== Assignment ==
Copy each line containing the word "edges" from the records that follow, please.

== Material supplied ==
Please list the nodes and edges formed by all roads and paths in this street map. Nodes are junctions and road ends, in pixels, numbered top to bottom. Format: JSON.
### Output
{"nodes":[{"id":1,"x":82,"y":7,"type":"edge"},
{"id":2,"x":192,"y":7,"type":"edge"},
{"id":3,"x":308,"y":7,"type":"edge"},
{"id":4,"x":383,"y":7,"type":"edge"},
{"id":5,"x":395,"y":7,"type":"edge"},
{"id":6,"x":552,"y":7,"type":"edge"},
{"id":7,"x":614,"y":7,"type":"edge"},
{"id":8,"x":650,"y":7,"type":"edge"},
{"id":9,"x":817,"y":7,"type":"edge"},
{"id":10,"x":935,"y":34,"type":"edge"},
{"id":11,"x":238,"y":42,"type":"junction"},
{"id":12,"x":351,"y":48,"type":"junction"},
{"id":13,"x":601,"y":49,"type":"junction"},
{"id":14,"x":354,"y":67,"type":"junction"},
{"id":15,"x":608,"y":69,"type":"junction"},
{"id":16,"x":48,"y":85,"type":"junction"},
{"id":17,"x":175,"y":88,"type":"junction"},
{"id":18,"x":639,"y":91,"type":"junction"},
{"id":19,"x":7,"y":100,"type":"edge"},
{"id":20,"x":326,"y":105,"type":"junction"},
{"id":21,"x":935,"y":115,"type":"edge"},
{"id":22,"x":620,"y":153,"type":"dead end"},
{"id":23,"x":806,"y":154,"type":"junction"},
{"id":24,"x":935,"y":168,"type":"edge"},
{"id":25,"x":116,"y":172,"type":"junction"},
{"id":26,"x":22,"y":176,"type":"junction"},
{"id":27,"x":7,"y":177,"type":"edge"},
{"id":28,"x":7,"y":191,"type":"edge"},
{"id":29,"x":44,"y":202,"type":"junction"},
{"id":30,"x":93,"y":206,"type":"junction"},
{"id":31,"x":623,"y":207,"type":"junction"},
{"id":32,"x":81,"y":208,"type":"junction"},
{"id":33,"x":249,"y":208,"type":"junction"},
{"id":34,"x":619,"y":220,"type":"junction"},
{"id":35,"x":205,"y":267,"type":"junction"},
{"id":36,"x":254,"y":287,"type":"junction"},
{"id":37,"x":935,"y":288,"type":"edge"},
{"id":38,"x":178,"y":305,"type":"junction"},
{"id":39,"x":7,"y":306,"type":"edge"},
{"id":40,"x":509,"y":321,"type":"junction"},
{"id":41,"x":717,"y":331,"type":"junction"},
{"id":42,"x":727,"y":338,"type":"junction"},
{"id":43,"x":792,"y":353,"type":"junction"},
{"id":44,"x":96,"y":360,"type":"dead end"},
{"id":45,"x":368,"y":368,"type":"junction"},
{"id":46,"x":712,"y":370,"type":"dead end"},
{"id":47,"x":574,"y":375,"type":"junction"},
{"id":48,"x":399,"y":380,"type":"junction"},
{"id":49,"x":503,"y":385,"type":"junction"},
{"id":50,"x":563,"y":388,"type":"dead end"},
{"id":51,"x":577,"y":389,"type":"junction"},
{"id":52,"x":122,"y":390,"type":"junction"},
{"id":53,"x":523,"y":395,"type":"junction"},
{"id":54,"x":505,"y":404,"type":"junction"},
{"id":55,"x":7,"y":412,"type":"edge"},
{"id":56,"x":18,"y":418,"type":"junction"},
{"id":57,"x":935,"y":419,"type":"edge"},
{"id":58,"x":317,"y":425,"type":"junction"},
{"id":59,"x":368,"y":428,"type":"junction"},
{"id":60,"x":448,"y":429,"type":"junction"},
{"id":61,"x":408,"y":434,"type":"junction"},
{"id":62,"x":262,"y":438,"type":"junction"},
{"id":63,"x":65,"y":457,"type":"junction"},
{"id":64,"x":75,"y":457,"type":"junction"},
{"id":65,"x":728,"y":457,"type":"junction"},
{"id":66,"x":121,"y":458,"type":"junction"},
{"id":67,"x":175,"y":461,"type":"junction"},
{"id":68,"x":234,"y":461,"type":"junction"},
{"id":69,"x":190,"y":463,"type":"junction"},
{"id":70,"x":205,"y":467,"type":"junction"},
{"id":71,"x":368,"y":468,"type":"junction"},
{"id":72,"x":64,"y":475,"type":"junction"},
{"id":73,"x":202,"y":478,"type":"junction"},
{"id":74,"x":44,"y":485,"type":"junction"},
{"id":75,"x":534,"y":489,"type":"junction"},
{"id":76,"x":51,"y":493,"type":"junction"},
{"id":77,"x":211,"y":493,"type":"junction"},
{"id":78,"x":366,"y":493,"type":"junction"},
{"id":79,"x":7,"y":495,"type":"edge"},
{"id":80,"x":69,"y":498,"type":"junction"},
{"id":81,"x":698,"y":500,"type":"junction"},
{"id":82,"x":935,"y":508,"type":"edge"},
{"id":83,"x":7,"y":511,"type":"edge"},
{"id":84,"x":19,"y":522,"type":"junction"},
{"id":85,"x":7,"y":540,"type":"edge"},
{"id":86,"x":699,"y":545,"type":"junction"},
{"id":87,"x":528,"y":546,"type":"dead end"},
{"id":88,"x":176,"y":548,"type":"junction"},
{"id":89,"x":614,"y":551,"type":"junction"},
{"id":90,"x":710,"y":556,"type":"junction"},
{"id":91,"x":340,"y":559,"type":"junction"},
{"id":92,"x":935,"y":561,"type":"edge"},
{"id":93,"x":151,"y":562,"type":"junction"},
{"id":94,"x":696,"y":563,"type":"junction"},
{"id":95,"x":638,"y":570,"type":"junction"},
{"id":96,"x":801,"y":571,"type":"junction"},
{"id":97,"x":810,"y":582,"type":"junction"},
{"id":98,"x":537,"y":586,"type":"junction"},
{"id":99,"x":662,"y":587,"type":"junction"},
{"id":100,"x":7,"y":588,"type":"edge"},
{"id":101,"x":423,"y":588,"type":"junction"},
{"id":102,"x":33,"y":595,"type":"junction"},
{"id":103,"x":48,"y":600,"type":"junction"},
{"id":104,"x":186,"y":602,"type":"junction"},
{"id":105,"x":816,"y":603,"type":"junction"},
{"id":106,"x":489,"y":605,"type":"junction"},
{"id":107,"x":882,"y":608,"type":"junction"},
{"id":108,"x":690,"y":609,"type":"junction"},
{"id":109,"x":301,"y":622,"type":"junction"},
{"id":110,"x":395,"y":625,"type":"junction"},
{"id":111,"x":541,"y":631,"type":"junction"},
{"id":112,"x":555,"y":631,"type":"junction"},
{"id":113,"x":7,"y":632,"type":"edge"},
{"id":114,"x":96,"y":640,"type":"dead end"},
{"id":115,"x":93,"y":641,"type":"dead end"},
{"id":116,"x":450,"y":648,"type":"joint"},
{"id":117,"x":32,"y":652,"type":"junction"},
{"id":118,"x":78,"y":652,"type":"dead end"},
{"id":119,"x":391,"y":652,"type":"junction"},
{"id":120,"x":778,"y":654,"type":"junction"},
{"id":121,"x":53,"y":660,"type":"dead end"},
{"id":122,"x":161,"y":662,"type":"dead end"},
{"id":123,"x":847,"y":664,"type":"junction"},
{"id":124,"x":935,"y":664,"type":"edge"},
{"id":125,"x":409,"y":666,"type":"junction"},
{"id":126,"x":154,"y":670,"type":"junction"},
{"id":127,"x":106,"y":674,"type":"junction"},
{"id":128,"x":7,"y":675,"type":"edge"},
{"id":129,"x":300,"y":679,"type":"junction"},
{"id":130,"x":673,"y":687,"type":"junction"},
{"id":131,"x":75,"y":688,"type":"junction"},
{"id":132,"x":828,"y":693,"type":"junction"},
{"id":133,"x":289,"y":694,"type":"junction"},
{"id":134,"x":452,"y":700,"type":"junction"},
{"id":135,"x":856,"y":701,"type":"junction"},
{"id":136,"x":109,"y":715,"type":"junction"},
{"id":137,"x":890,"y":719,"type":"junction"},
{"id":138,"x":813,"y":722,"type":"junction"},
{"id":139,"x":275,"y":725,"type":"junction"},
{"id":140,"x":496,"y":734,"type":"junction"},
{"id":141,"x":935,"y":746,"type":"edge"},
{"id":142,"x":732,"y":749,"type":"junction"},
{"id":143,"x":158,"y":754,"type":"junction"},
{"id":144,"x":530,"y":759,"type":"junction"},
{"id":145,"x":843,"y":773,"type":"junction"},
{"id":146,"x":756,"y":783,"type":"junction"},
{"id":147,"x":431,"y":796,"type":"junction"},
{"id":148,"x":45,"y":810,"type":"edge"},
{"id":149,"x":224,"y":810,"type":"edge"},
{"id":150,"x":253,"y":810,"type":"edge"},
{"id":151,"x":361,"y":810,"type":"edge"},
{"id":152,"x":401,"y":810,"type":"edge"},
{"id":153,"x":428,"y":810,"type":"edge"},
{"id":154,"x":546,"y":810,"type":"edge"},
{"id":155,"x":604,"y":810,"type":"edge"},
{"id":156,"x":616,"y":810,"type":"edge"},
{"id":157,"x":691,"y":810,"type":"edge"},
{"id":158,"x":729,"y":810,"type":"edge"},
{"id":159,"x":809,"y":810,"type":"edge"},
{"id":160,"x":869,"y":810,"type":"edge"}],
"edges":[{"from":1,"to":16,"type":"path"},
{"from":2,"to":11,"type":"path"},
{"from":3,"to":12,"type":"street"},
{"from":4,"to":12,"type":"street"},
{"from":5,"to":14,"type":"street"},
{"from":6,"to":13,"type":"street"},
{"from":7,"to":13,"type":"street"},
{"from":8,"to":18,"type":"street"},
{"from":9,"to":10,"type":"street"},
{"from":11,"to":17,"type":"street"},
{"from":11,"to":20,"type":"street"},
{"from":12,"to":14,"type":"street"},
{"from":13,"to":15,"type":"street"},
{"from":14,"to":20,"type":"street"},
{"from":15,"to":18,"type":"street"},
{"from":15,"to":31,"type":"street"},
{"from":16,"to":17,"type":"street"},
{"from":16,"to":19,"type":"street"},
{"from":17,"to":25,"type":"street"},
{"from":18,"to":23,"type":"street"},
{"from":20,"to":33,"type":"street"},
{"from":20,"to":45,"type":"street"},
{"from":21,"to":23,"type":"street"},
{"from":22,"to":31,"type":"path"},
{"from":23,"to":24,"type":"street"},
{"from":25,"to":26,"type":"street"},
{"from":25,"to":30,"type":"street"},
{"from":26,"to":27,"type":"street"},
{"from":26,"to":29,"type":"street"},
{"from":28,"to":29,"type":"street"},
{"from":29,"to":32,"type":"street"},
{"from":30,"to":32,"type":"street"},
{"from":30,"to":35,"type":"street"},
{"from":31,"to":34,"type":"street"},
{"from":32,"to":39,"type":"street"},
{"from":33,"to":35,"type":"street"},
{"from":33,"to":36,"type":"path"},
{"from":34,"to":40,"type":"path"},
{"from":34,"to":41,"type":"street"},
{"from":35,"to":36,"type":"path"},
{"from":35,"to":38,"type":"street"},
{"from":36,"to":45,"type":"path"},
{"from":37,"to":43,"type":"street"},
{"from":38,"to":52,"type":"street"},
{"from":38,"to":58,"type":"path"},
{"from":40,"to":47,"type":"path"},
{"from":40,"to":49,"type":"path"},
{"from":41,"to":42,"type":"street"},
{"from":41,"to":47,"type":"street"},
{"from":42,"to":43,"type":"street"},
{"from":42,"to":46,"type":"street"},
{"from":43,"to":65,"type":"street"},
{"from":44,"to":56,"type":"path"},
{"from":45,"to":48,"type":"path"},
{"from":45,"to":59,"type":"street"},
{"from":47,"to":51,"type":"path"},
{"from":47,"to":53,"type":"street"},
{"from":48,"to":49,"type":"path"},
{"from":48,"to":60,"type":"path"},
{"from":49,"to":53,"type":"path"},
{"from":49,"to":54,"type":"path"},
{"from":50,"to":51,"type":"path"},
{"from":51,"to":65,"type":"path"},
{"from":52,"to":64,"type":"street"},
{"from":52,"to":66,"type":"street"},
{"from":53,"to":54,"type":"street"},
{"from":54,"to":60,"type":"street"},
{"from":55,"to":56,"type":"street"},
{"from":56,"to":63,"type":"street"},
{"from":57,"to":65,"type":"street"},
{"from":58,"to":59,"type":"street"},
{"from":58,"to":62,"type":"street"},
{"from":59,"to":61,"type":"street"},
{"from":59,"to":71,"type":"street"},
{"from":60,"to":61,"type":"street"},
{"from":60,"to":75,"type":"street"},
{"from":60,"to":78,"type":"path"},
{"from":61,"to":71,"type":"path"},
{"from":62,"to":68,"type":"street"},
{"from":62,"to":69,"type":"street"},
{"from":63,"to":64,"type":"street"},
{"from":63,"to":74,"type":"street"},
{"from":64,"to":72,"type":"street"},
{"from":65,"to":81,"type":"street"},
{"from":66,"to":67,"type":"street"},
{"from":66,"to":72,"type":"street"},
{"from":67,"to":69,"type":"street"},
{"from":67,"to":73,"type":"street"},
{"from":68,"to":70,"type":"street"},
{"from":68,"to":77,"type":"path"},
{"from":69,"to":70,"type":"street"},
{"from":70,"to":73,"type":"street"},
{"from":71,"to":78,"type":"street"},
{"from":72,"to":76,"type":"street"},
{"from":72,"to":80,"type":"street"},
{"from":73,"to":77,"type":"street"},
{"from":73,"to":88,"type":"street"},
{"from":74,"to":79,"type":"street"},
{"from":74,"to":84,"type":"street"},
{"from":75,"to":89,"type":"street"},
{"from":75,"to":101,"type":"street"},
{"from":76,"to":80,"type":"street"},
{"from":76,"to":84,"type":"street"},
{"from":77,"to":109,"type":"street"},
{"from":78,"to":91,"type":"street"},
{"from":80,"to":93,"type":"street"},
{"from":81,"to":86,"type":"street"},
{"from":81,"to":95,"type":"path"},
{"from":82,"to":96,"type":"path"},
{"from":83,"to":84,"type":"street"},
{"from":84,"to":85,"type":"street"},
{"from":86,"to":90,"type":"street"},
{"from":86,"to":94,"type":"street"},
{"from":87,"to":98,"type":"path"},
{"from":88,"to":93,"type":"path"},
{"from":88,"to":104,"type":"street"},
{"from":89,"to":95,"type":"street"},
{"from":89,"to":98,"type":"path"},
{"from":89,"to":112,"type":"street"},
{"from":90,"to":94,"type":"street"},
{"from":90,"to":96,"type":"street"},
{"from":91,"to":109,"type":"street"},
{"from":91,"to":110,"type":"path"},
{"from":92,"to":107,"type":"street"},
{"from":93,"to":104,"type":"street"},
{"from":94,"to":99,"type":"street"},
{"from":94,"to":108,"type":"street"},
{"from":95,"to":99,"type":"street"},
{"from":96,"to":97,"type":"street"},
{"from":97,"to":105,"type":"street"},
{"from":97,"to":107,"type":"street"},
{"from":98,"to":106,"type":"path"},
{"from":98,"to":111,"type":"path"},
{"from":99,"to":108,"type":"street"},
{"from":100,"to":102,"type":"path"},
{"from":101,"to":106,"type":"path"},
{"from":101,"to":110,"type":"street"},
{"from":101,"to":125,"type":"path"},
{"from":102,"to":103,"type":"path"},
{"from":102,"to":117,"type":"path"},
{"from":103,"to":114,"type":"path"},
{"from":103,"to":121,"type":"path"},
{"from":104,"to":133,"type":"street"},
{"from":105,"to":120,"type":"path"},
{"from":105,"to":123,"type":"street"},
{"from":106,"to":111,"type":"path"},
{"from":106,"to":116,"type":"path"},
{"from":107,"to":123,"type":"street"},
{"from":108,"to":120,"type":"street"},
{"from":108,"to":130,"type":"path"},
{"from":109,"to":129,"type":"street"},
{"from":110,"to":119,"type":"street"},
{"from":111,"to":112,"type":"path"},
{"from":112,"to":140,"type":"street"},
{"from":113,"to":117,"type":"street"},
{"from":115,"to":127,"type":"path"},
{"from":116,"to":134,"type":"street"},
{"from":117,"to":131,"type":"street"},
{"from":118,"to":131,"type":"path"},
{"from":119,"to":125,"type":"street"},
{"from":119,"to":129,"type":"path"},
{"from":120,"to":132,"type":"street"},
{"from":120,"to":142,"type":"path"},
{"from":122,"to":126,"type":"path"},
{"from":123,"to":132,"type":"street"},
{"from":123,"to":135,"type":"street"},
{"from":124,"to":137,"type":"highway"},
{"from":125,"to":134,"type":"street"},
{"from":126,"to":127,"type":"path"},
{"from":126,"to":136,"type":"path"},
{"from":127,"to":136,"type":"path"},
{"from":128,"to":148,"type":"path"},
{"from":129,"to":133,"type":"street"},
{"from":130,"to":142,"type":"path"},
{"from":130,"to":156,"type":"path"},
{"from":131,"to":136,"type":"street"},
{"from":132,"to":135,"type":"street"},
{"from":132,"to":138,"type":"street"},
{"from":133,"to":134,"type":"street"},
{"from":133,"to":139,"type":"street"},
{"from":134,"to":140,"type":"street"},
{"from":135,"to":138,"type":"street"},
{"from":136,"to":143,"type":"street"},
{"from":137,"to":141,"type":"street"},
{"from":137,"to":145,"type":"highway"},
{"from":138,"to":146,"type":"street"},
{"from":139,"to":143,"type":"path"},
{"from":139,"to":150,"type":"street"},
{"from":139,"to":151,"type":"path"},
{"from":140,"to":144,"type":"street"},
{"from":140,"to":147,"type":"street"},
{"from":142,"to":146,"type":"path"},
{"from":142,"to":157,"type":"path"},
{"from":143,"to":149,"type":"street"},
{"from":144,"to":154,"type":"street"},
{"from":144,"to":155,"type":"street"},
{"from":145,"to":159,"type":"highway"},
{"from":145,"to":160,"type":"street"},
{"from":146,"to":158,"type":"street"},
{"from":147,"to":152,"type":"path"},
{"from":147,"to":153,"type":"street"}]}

== Task response ==
Please list the nodes and edges formed by all roads and paths in this street map. Nodes are junctions and road ends, in pixels, numbered top to bottom. Format: JSON.
"edges":[{"from":1,"to":16,"type":"path"},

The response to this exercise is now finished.